(Saved data entries)
• • • • • • •

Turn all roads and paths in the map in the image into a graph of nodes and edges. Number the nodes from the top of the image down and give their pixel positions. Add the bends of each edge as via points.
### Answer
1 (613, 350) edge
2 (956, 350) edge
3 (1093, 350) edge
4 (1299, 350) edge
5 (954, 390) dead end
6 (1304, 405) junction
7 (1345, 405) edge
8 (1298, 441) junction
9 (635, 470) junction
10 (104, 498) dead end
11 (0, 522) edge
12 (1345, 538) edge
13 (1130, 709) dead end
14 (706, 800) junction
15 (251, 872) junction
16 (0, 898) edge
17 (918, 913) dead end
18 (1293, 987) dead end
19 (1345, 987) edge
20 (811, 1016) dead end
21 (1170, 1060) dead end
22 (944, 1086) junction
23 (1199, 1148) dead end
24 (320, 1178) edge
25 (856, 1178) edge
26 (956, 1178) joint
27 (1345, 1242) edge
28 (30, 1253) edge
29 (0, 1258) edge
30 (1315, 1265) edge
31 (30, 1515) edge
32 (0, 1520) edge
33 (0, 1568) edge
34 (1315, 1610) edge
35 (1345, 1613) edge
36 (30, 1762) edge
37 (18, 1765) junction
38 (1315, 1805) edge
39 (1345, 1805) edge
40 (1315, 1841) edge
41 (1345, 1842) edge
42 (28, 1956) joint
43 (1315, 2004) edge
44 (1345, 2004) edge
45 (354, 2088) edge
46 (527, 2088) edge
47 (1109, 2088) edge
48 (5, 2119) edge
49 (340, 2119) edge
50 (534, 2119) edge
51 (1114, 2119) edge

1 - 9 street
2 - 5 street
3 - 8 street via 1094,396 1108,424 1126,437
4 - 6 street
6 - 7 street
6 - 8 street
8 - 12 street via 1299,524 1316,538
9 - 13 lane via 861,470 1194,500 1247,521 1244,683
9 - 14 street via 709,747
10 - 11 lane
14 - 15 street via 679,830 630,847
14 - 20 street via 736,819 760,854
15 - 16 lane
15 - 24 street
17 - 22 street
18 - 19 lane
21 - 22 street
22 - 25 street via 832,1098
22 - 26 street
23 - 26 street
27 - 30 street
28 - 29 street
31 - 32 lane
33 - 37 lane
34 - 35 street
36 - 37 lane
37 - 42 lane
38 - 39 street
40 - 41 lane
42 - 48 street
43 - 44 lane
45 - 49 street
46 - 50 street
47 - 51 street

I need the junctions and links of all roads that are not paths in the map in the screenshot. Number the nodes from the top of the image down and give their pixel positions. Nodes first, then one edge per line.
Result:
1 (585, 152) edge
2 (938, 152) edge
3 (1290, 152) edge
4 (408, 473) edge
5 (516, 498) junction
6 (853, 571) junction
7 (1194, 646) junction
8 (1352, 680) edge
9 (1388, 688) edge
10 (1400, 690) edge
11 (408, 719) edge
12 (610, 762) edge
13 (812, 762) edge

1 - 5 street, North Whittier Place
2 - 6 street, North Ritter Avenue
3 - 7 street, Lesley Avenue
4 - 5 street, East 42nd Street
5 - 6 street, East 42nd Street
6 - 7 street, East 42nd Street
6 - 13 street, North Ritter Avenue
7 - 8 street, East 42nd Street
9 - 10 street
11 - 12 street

• • • • • • •

● TASK DETAILS: Could you state how many lines above include the word "lane"? Reply with that number alone.

● ANSWER SPACE: 10